Much like regular golf, disk golf consists of a series of holes, but instead of flags and holes in the ground, players aim to land their disks in chain-link baskets. (Black Press Photo)

Grand Forks disc golfers prepare for spring course opening

A group of volunteers, with local government support, have prepared a course at Angus MacDonald Park

Under the snow accumulating behind Angus MacDonald Park this winter, the ground has been prepped to reveal an 18-hole disc golf course in the spring, complete with tee boxes, signage and metal chain holes for players to toss towards.

The free-to-play area will also be open to hikers, dog walkers and others looking for a spot to walk outside.

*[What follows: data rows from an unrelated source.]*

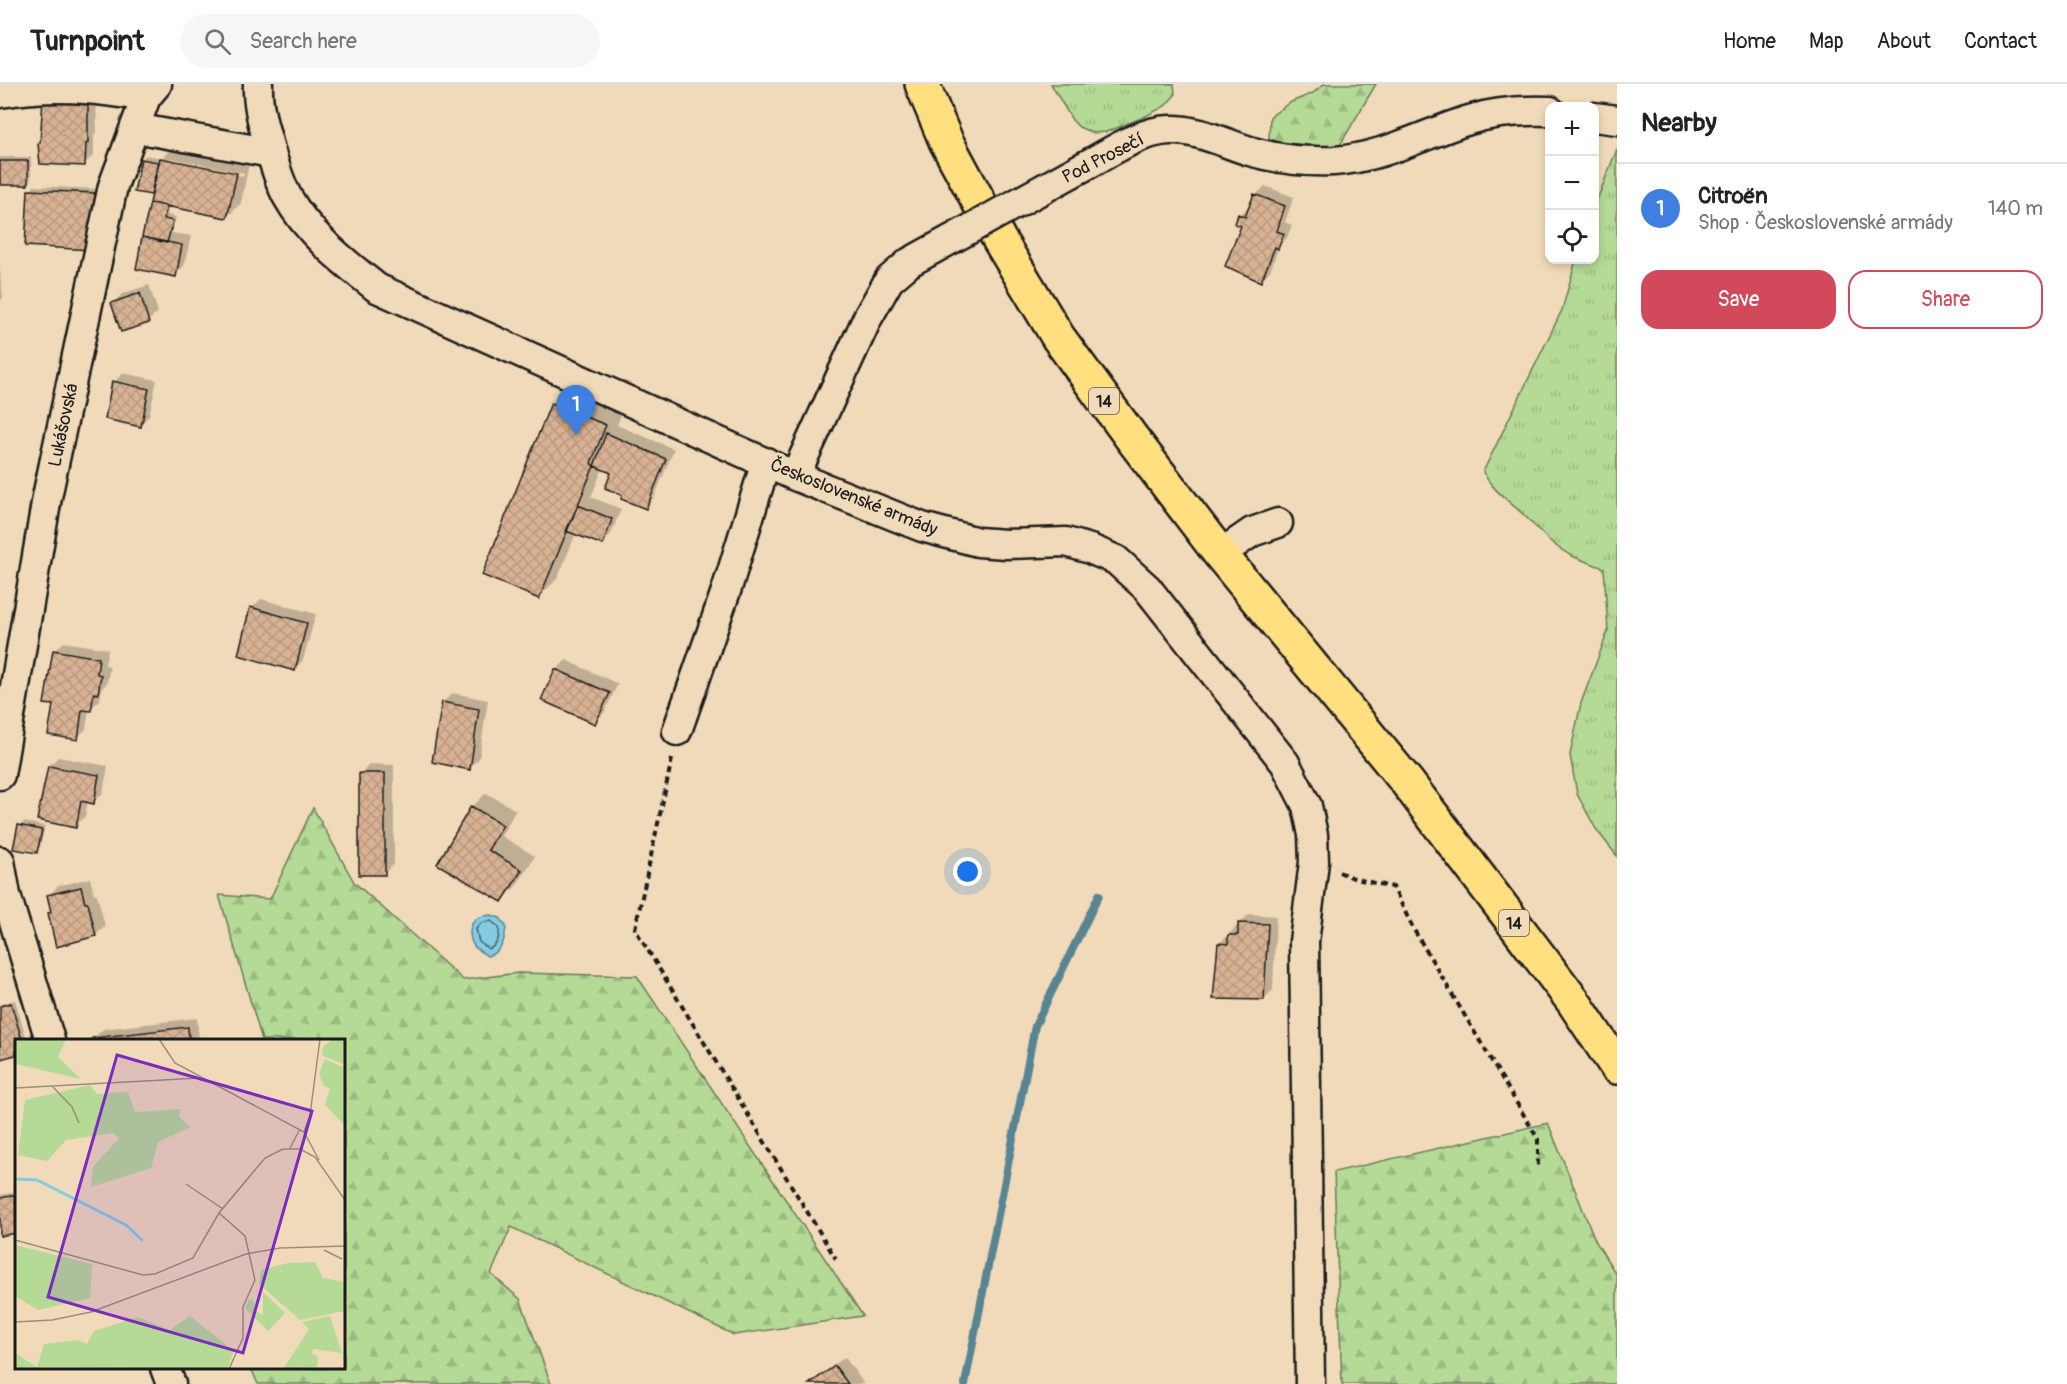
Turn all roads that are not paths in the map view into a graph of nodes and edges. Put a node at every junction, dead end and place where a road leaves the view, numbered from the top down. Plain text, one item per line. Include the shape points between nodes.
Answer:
1 (258, 84) edge
2 (922, 84) edge
3 (152, 91) edge
4 (0, 93) edge
5 (1545, 111) edge
6 (1599, 118) edge
7 (1617, 120) edge
8 (135, 128) junction
9 (271, 153) junction
10 (766, 462) junction
11 (795, 476) junction
12 (1278, 523) dead end
13 (1220, 554) junction
14 (677, 731) road end
15 (0, 775) edge
16 (0, 861) edge
17 (49, 1039) edge
18 (1617, 1067) edge
19 (165, 1369) edge
20 (171, 1384) edge
21 (1310, 1384) edge

1 - 9 street, Československé armády via 262,122
2 - 13 main road, 14 via 946,141 1058,337
3 - 4 street via 30,87
3 - 8 street, Lukášovská
5 - 11 street, Pod Prosečí, bridge via 1523,110 1471,119 1372,156 1333,161 1255,152 1193,131 1143,135 910,262 890,280 868,318
6 - 7 street
8 - 9 street
8 - 15 street, Lukášovská via 113,186 59,440
9 - 10 street, Československé armády via 286,195 308,226 334,255 377,288
10 - 11 street, Československé armády
10 - 14 street
11 - 21 street, Československé armády via 922,527 978,542 1066,542 1116,560 1147,588 1285,763 1307,806 1313,835 1314,862 1304,942
12 - 13 street via 1252,532
13 - 18 main road, 14 via 1407,782 1573,1001
16 - 17 street via 6,895
19 - 20 street

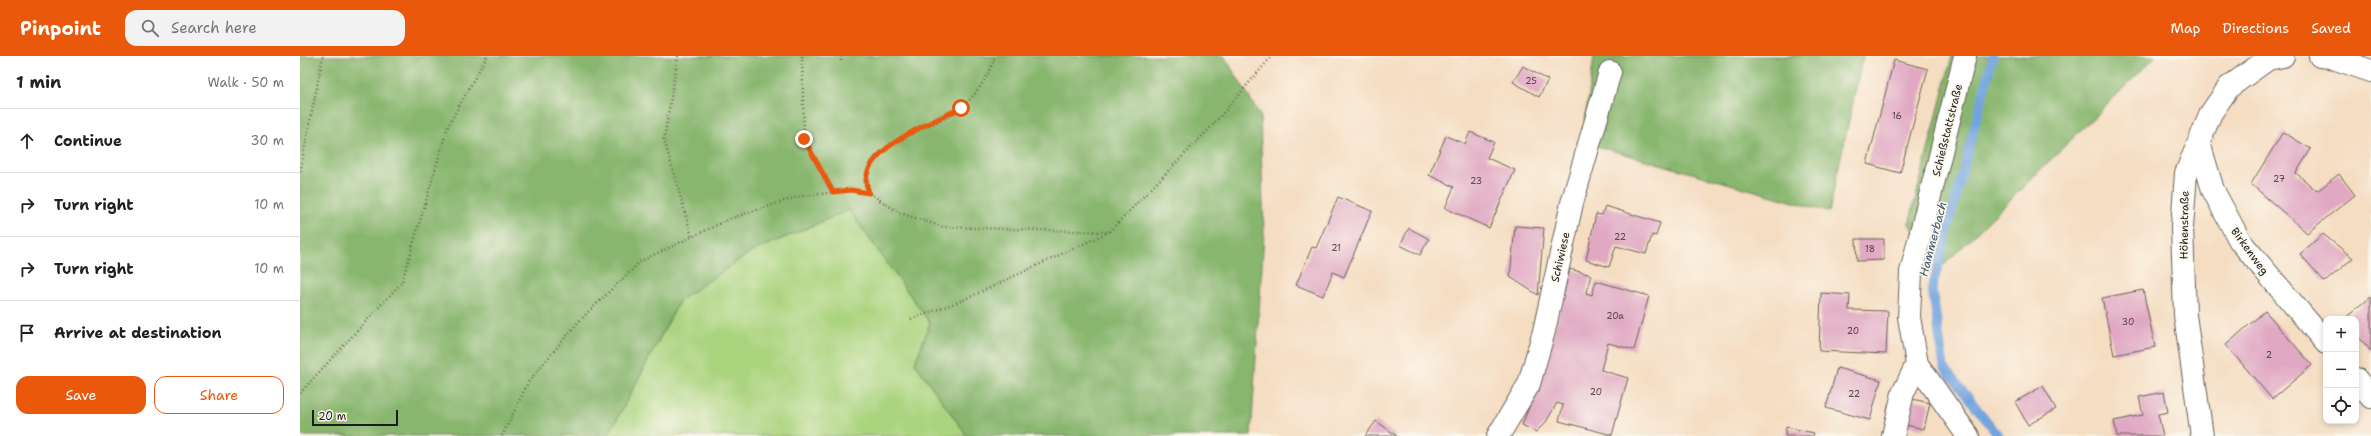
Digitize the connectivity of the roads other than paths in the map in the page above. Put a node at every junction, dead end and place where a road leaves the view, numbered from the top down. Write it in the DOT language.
graph roads {
  1 [pos="1965,56"];
  2 [pos="2283,56"];
  3 [pos="2320,56"];
  4 [pos="2371,71"];
  5 [pos="1610,72"];
  6 [pos="2199,143"];
  7 [pos="2323,339"];
  8 [pos="1917,364"];
  9 [pos="2359,383"];
  10 [pos="2371,397"];
  11 [pos="1498,436"];
  12 [pos="1893,436"];
  13 [pos="1968,436"];
  14 [pos="2202,436"];
  1 -- 8 [label="street, Schießstattstraße"];
  2 -- 6 [label="street, Höhenstraße"];
  3 -- 4 [label="street"];
  5 -- 11 [label="street, Schiwiese"];
  6 -- 7 [label="street, Birkenweg"];
  6 -- 14 [label="street, Höhenstraße"];
  8 -- 12 [label="street"];
  8 -- 13 [label="street"];
  9 -- 10 [label="street"];
}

“We are very excited to partner with the city to bring a new recreation activity to the community,” said Dan Macmaster, the project coordinator and president of the Boundary Area Disc Athletic Sports Society.

Last June, Regional District of Kootenay Boundary Area D director Roly Russell and Macmaster presented the project to Grand Forks city council as another draw for people coming through town, saying that the course would be a good way to put the public land beside Angus MacDonald Park to good use.

Disc golf, like traditional golf, is made of a series of wholes that players navigate through, throwing discs from tee boxes to metal baskets, which Macmaster has already ordered and has ready to set up in the spring.

In preparation for a June 2020 opening, the society worked last fall to remove garbage and dead trees to make the property safe and attractive for all users.

“The location, as well as the treed landscape of the property makes it ideal for a disc golf course,” Macmaster said. “The city has been a tremendous help in placing our disc golf baskets and moving this project forward.”

The society has raised money for the course, signed a license of occupation agreement with the city and designed a course layout for all users and skill levels to enjoy. Macmaster will be approaching local businesses to sponsor a hole by putting their name and logo on the signs, in a bid to encourage locals and players from out of town to visit stores and shops in town.

“The course will open in June, and will have official baskets, tee-pads, and signage throughout the course,” said Macmaster. “It’s an activity that requires no experience and can be played individually or as a group. There is no charge to play the course, and all that’s required is a disc.”

The society also plans to offer disc golf clinics to local school kids to learn how to play the game.